::: Data shown :::
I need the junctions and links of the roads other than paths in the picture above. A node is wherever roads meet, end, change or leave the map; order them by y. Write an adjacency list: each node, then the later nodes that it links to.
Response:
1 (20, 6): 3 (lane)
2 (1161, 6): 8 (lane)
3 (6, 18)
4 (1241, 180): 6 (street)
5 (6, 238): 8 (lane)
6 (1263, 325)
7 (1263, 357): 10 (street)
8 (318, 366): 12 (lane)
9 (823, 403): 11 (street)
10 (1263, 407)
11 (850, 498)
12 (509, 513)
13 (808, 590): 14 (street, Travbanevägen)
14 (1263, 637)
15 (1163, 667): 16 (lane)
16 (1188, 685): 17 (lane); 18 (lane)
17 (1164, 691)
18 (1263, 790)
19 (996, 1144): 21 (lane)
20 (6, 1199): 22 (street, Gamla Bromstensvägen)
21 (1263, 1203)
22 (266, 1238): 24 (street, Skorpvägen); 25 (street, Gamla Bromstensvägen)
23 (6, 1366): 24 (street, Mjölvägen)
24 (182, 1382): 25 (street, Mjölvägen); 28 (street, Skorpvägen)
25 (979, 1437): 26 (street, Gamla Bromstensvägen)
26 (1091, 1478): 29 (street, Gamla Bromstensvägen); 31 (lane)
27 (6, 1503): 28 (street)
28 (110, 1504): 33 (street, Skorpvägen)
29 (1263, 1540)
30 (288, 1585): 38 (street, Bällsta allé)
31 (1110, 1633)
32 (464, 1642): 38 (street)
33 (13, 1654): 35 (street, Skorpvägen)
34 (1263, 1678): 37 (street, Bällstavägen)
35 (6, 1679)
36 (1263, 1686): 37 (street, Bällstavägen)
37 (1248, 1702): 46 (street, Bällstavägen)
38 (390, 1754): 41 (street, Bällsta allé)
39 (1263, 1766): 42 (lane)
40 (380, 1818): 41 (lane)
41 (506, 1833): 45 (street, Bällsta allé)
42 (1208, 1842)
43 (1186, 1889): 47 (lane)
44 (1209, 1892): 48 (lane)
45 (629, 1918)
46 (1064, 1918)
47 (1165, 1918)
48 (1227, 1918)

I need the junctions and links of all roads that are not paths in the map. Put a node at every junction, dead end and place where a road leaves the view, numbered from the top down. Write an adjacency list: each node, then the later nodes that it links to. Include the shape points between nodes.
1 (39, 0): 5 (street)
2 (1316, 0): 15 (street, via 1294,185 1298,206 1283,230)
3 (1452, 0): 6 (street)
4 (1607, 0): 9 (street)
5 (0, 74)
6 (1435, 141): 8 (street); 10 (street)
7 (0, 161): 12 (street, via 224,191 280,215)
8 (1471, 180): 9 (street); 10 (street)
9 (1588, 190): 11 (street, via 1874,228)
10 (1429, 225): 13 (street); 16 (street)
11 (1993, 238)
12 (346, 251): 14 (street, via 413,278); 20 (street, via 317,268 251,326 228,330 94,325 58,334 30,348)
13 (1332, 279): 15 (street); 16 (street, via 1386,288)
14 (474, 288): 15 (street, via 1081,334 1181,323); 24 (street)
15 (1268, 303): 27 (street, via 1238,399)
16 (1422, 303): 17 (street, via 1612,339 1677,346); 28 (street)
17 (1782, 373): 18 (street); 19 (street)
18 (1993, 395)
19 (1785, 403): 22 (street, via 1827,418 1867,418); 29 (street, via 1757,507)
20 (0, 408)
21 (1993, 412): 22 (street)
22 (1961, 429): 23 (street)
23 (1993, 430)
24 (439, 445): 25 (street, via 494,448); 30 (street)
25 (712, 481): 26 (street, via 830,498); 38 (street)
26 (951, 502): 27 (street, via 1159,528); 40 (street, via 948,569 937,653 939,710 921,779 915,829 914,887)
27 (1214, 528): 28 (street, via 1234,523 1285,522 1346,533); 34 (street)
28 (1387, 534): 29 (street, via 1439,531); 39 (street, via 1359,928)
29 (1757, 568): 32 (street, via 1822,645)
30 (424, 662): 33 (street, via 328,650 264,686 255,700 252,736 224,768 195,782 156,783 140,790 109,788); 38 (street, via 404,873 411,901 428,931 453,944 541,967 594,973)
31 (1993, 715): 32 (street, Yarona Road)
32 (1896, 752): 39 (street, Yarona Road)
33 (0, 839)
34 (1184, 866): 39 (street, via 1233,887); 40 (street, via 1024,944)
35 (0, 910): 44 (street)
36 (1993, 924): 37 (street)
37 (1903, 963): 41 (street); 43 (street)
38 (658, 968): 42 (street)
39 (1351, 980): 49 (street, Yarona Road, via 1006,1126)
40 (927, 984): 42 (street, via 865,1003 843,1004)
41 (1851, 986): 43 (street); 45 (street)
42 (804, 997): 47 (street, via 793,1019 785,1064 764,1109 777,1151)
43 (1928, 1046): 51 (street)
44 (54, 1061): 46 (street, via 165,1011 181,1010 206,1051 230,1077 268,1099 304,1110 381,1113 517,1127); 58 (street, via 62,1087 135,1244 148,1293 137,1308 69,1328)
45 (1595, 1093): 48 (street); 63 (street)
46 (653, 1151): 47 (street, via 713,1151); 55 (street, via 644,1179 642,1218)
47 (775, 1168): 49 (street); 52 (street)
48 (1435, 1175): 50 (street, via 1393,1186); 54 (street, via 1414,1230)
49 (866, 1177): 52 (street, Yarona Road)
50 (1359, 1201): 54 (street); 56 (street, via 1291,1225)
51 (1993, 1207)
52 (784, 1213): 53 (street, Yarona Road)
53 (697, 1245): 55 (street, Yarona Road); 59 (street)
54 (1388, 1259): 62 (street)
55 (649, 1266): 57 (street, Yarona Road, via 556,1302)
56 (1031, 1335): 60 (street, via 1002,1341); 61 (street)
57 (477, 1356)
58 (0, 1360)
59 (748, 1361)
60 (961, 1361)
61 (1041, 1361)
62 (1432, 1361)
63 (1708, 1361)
:::
_Assignment_
Word for word, give the entire listing again.

_Output below_
I need the junctions and links of the roads other than paths in the picture above. A node is wherever roads meet, end, change or leave the map; order them by y. Write an adjacency list: each node, then the later nodes that it links to.
Response:
1 (20, 6): 3 (lane)
2 (1161, 6): 8 (lane)
3 (6, 18)
4 (1241, 180): 6 (street)
5 (6, 238): 8 (lane)
6 (1263, 325)
7 (1263, 357): 10 (street)
8 (318, 366): 12 (lane)
9 (823, 403): 11 (street)
10 (1263, 407)
11 (850, 498)
12 (509, 513)
13 (808, 590): 14 (street, Travbanevägen)
14 (1263, 637)
15 (1163, 667): 16 (lane)
16 (1188, 685): 17 (lane); 18 (lane)
17 (1164, 691)
18 (1263, 790)
19 (996, 1144): 21 (lane)
20 (6, 1199): 22 (street, Gamla Bromstensvägen)
21 (1263, 1203)
22 (266, 1238): 24 (street, Skorpvägen); 25 (street, Gamla Bromstensvägen)
23 (6, 1366): 24 (street, Mjölvägen)
24 (182, 1382): 25 (street, Mjölvägen); 28 (street, Skorpvägen)
25 (979, 1437): 26 (street, Gamla Bromstensvägen)
26 (1091, 1478): 29 (street, Gamla Bromstensvägen); 31 (lane)
27 (6, 1503): 28 (street)
28 (110, 1504): 33 (street, Skorpvägen)
29 (1263, 1540)
30 (288, 1585): 38 (street, Bällsta allé)
31 (1110, 1633)
32 (464, 1642): 38 (street)
33 (13, 1654): 35 (street, Skorpvägen)
34 (1263, 1678): 37 (street, Bällstavägen)
35 (6, 1679)
36 (1263, 1686): 37 (street, Bällstavägen)
37 (1248, 1702): 46 (street, Bällstavägen)
38 (390, 1754): 41 (street, Bällsta allé)
39 (1263, 1766): 42 (lane)
40 (380, 1818): 41 (lane)
41 (506, 1833): 45 (street, Bällsta allé)
42 (1208, 1842)
43 (1186, 1889): 47 (lane)
44 (1209, 1892): 48 (lane)
45 (629, 1918)
46 (1064, 1918)
47 (1165, 1918)
48 (1227, 1918)

I need the junctions and links of all roads that are not paths in the map. Put a node at every junction, dead end and place where a road leaves the view, numbered from the top down. Write an adjacency list: each node, then the later nodes that it links to. Include the shape points between nodes.
1 (39, 0): 5 (street)
2 (1316, 0): 15 (street, via 1294,185 1298,206 1283,230)
3 (1452, 0): 6 (street)
4 (1607, 0): 9 (street)
5 (0, 74)
6 (1435, 141): 8 (street); 10 (street)
7 (0, 161): 12 (street, via 224,191 280,215)
8 (1471, 180): 9 (street); 10 (street)
9 (1588, 190): 11 (street, via 1874,228)
10 (1429, 225): 13 (street); 16 (street)
11 (1993, 238)
12 (346, 251): 14 (street, via 413,278); 20 (street, via 317,268 251,326 228,330 94,325 58,334 30,348)
13 (1332, 279): 15 (street); 16 (street, via 1386,288)
14 (474, 288): 15 (street, via 1081,334 1181,323); 24 (street)
15 (1268, 303): 27 (street, via 1238,399)
16 (1422, 303): 17 (street, via 1612,339 1677,346); 28 (street)
17 (1782, 373): 18 (street); 19 (street)
18 (1993, 395)
19 (1785, 403): 22 (street, via 1827,418 1867,418); 29 (street, via 1757,507)
20 (0, 408)
21 (1993, 412): 22 (street)
22 (1961, 429): 23 (street)
23 (1993, 430)
24 (439, 445): 25 (street, via 494,448); 30 (street)
25 (712, 481): 26 (street, via 830,498); 38 (street)
26 (951, 502): 27 (street, via 1159,528); 40 (street, via 948,569 937,653 939,710 921,779 915,829 914,887)
27 (1214, 528): 28 (street, via 1234,523 1285,522 1346,533); 34 (street)
28 (1387, 534): 29 (street, via 1439,531); 39 (street, via 1359,928)
29 (1757, 568): 32 (street, via 1822,645)
30 (424, 662): 33 (street, via 328,650 264,686 255,700 252,736 224,768 195,782 156,783 140,790 109,788); 38 (street, via 404,873 411,901 428,931 453,944 541,967 594,973)
31 (1993, 715): 32 (street, Yarona Road)
32 (1896, 752): 39 (street, Yarona Road)
33 (0, 839)
34 (1184, 866): 39 (street, via 1233,887); 40 (street, via 1024,944)
35 (0, 910): 44 (street)
36 (1993, 924): 37 (street)
37 (1903, 963): 41 (street); 43 (street)
38 (658, 968): 42 (street)
39 (1351, 980): 49 (street, Yarona Road, via 1006,1126)
40 (927, 984): 42 (street, via 865,1003 843,1004)
41 (1851, 986): 43 (street); 45 (street)
42 (804, 997): 47 (street, via 793,1019 785,1064 764,1109 777,1151)
43 (1928, 1046): 51 (street)
44 (54, 1061): 46 (street, via 165,1011 181,1010 206,1051 230,1077 268,1099 304,1110 381,1113 517,1127); 58 (street, via 62,1087 135,1244 148,1293 137,1308 69,1328)
45 (1595, 1093): 48 (street); 63 (street)
46 (653, 1151): 47 (street, via 713,1151); 55 (street, via 644,1179 642,1218)
47 (775, 1168): 49 (street); 52 (street)
48 (1435, 1175): 50 (street, via 1393,1186); 54 (street, via 1414,1230)
49 (866, 1177): 52 (street, Yarona Road)
50 (1359, 1201): 54 (street); 56 (street, via 1291,1225)
51 (1993, 1207)
52 (784, 1213): 53 (street, Yarona Road)
53 (697, 1245): 55 (street, Yarona Road); 59 (street)
54 (1388, 1259): 62 (street)
55 (649, 1266): 57 (street, Yarona Road, via 556,1302)
56 (1031, 1335): 60 (street, via 1002,1341); 61 (street)
57 (477, 1356)
58 (0, 1360)
59 (748, 1361)
60 (961, 1361)
61 (1041, 1361)
62 (1432, 1361)
63 (1708, 1361)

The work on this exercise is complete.